Since then, a systematic review has been published. The Shiatsu studies found comprised just one single RCT, three controlled non-randomised, one within-subjects study, one observational study and 3 uncontrolled studies investigating mental and physical health issues. The authors, who usually are very much in favour of alternative therapies, concluded that more research is needed, particularly for Shiatsu, where evidence is poor.
This seems to indicate that our verdict of 2008 is still not far off the mark.
And what about the risks?
On this aspect of Shiatsu, it is even harder to find reliable information. One website, for instance, warns that certain individuals should take caution and consult a physician before receiving shiatsu. For example, there’s some concern that shiatsu may have harmful effects in pregnant women, patients who have recently undergone chemotherapy or radiation, and people with such conditions as osteoporosis, heart disease, and blood clotting disorders. Additionally, shiatsu should not be performed directly over bruises, inflamed skin, unhealed wounds, tumors, abdominal hernia, or areas of recent fractures. Shiatsu should also be avoided immediately after surgery, and by people with infectious skin disease, rash, or open wounds.

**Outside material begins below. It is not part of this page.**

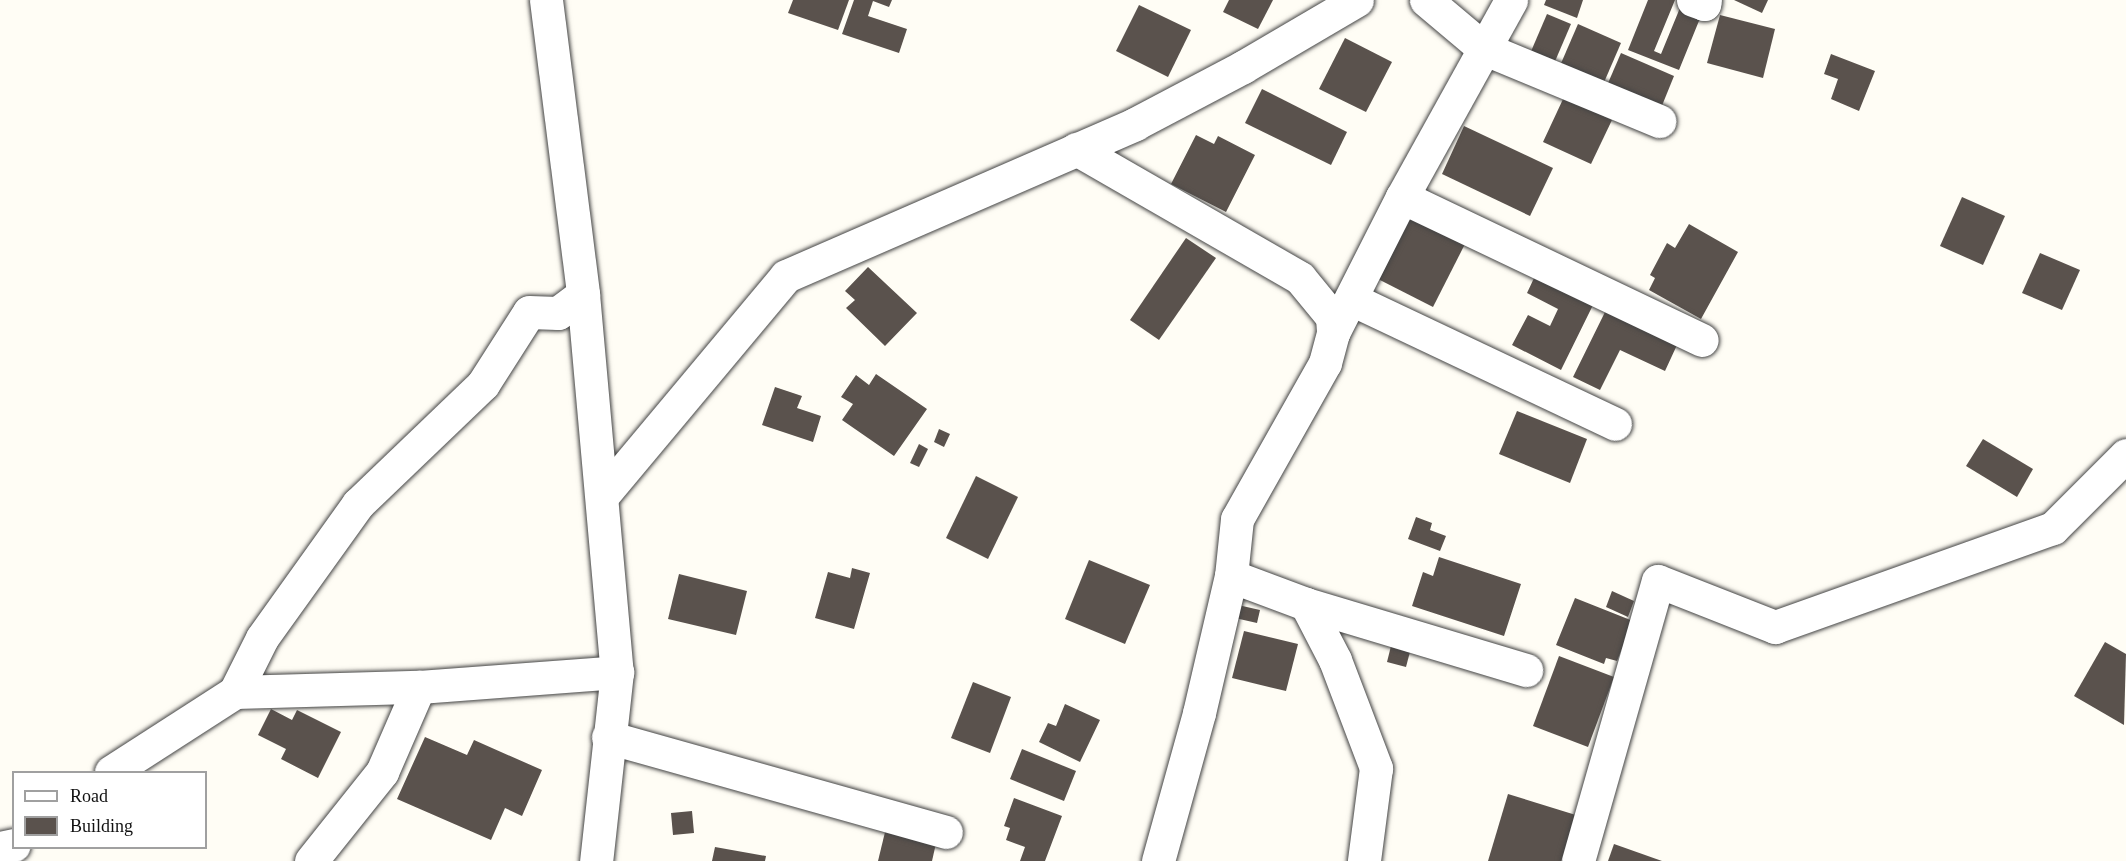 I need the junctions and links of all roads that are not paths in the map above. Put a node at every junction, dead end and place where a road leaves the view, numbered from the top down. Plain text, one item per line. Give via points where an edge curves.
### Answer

But what about adverse reactions and complications?
Another website, tells us that, when performed properly, shiatsu is not associated with any significant side effects. Some people may experience mild discomfort, which usually disappears during the course of the treatment session.
So, is Shiatsu without side-effects?
The answer, I am afraid, is NO – but has to dig deep to find even a tentative answer to this question.
A prospective, 6 months cohort, pragmatic study of the effects and experience of shiatsu within three countries (Austria, Spain and the UK) has been published by UK authors in 2009 . Data were collected via postal questionnaires, including on client-perceived negative responses. Shiatsu was delivered by the practitioner in routine practice. 633 clients provided full follow-up data, a response rate of 67%. A prevalence rate of 12-22 per 100 of client-perceived ‘negative responses’ was found across the three countries. Transitional effects accounted for 82% of all the client-described ‘negative’ responses. Nine clients (1.4% of the total), relating to 10 sets of written comments, reported a negative response that was classified as ‘a potentially adverse event or effect’ that might represent a risk to client safety.
In addition there are much more serious complications such as strokes. These might be extreme rarities – but who knows? Nobody! Why? Because, as with most alternative therapies, there is no reporting or monitoring system for such events. Therefore the true prevalence is anyone’s guess.
The bottom line, I am afraid, is all too familiar: There is no good evidence for effectiveness and some evidence of risk – which can only mean one thing: the proven benefits do not outweigh the potential harm.